**What you will do**. Starting with the first line and ending with the last, copy the entries word for word.

Entries taken from a collection:
=======

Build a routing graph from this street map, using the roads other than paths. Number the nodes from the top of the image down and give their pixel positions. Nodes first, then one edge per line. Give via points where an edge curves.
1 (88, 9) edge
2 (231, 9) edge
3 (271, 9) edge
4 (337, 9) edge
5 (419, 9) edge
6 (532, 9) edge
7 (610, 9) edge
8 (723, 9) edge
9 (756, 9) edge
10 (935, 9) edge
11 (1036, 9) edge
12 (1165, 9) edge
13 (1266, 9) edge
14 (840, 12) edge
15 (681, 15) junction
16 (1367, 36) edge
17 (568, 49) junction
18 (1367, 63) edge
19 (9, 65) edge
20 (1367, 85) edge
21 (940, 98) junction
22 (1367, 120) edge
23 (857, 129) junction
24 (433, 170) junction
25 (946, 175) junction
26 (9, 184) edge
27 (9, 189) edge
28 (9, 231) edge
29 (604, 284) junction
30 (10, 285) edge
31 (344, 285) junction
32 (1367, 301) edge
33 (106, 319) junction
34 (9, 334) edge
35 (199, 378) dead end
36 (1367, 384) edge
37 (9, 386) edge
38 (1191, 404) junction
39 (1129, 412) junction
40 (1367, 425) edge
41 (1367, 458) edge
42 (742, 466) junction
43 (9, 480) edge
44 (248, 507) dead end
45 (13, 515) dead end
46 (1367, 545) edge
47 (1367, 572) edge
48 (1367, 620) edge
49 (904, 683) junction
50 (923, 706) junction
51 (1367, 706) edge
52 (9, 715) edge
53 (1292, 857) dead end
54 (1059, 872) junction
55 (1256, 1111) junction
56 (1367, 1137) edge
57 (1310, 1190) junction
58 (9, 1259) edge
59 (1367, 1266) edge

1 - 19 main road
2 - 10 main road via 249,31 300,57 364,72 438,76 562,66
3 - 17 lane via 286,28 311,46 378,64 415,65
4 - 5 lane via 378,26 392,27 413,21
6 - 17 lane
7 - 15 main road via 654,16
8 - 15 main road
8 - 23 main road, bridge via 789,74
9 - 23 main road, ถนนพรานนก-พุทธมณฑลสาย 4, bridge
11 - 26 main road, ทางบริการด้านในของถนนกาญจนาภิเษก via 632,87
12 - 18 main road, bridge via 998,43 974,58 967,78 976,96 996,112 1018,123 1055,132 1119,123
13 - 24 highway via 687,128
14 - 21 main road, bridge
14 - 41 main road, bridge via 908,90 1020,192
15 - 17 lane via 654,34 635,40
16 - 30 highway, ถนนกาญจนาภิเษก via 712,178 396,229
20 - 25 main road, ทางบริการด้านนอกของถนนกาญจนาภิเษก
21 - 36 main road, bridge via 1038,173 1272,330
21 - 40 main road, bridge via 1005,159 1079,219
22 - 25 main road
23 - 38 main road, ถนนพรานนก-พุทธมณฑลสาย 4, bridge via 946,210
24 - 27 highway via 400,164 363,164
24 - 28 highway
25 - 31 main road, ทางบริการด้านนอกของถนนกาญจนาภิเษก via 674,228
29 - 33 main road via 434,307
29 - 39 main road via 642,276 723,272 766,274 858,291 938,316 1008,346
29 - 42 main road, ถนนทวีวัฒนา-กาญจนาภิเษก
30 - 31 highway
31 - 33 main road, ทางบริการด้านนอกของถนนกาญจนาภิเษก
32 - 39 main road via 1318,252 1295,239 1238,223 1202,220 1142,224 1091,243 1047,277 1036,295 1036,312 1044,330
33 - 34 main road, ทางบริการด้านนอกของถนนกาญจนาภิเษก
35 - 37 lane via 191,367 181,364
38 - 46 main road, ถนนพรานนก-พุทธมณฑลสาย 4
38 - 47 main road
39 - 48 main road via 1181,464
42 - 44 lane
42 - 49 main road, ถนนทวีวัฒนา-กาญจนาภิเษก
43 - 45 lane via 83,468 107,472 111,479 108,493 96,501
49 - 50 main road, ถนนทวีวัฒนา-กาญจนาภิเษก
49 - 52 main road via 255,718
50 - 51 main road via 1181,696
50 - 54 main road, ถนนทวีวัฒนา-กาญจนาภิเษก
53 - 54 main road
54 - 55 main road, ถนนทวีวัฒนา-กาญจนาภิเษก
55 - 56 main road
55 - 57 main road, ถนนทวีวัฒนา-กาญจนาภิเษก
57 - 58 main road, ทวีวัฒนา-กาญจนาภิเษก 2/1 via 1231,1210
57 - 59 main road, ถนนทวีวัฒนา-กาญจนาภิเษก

=======

**Response**.
Build a routing graph from this street map, using the roads other than paths. Number the nodes from the top of the image down and give their pixel positions. Nodes first, then one edge per line. Give via points where an edge curves.
1 (88, 9) edge
2 (231, 9) edge
3 (271, 9) edge
4 (337, 9) edge
5 (419, 9) edge
6 (532, 9) edge
7 (610, 9) edge
8 (723, 9) edge
9 (756, 9) edge
10 (935, 9) edge
11 (1036, 9) edge
12 (1165, 9) edge
13 (1266, 9) edge
14 (840, 12) edge
15 (681, 15) junction
16 (1367, 36) edge
17 (568, 49) junction
18 (1367, 63) edge
19 (9, 65) edge
20 (1367, 85) edge
21 (940, 98) junction
22 (1367, 120) edge
23 (857, 129) junction
24 (433, 170) junction
25 (946, 175) junction
26 (9, 184) edge
27 (9, 189) edge
28 (9, 231) edge
29 (604, 284) junction
30 (10, 285) edge
31 (344, 285) junction
32 (1367, 301) edge
33 (106, 319) junction
34 (9, 334) edge
35 (199, 378) dead end
36 (1367, 384) edge
37 (9, 386) edge
38 (1191, 404) junction
39 (1129, 412) junction
40 (1367, 425) edge
41 (1367, 458) edge
42 (742, 466) junction
43 (9, 480) edge
44 (248, 507) dead end
45 (13, 515) dead end
46 (1367, 545) edge
47 (1367, 572) edge
48 (1367, 620) edge
49 (904, 683) junction
50 (923, 706) junction
51 (1367, 706) edge
52 (9, 715) edge
53 (1292, 857) dead end
54 (1059, 872) junction
55 (1256, 1111) junction
56 (1367, 1137) edge
57 (1310, 1190) junction
58 (9, 1259) edge
59 (1367, 1266) edge

1 - 19 main road
2 - 10 main road via 249,31 300,57 364,72 438,76 562,66
3 - 17 lane via 286,28 311,46 378,64 415,65
4 - 5 lane via 378,26 392,27 413,21
6 - 17 lane
7 - 15 main road via 654,16
8 - 15 main road
8 - 23 main road, bridge via 789,74
9 - 23 main road, ถนนพรานนก-พุทธมณฑลสาย 4, bridge
11 - 26 main road, ทางบริการด้านในของถนนกาญจนาภิเษก via 632,87
12 - 18 main road, bridge via 998,43 974,58 967,78 976,96 996,112 1018,123 1055,132 1119,123
13 - 24 highway via 687,128
14 - 21 main road, bridge
14 - 41 main road, bridge via 908,90 1020,192
15 - 17 lane via 654,34 635,40
16 - 30 highway, ถนนกาญจนาภิเษก via 712,178 396,229
20 - 25 main road, ทางบริการด้านนอกของถนนกาญจนาภิเษก
21 - 36 main road, bridge via 1038,173 1272,330
21 - 40 main road, bridge via 1005,159 1079,219
22 - 25 main road
23 - 38 main road, ถนนพรานนก-พุทธมณฑลสาย 4, bridge via 946,210
24 - 27 highway via 400,164 363,164
24 - 28 highway
25 - 31 main road, ทางบริการด้านนอกของถนนกาญจนาภิเษก via 674,228
29 - 33 main road via 434,307
29 - 39 main road via 642,276 723,272 766,274 858,291 938,316 1008,346
29 - 42 main road, ถนนทวีวัฒนา-กาญจนาภิเษก
30 - 31 highway
31 - 33 main road, ทางบริการด้านนอกของถนนกาญจนาภิเษก
32 - 39 main road via 1318,252 1295,239 1238,223 1202,220 1142,224 1091,243 1047,277 1036,295 1036,312 1044,330
33 - 34 main road, ทางบริการด้านนอกของถนนกาญจนาภิเษก
35 - 37 lane via 191,367 181,364
38 - 46 main road, ถนนพรานนก-พุทธมณฑลสาย 4
38 - 47 main road
39 - 48 main road via 1181,464
42 - 44 lane
42 - 49 main road, ถนนทวีวัฒนา-กาญจนาภิเษก
43 - 45 lane via 83,468 107,472 111,479 108,493 96,501
49 - 50 main road, ถนนทวีวัฒนา-กาญจนาภิเษก
49 - 52 main road via 255,718
50 - 51 main road via 1181,696
50 - 54 main road, ถนนทวีวัฒนา-กาญจนาภิเษก
53 - 54 main road
54 - 55 main road, ถนนทวีวัฒนา-กาญจนาภิเษก
55 - 56 main road
55 - 57 main road, ถนนทวีวัฒนา-กาญจนาภิเษก
57 - 58 main road, ทวีวัฒนา-กาญจนาภิเษก 2/1 via 1231,1210
57 - 59 main road, ถนนทวีวัฒนา-กาญจนาภิเษก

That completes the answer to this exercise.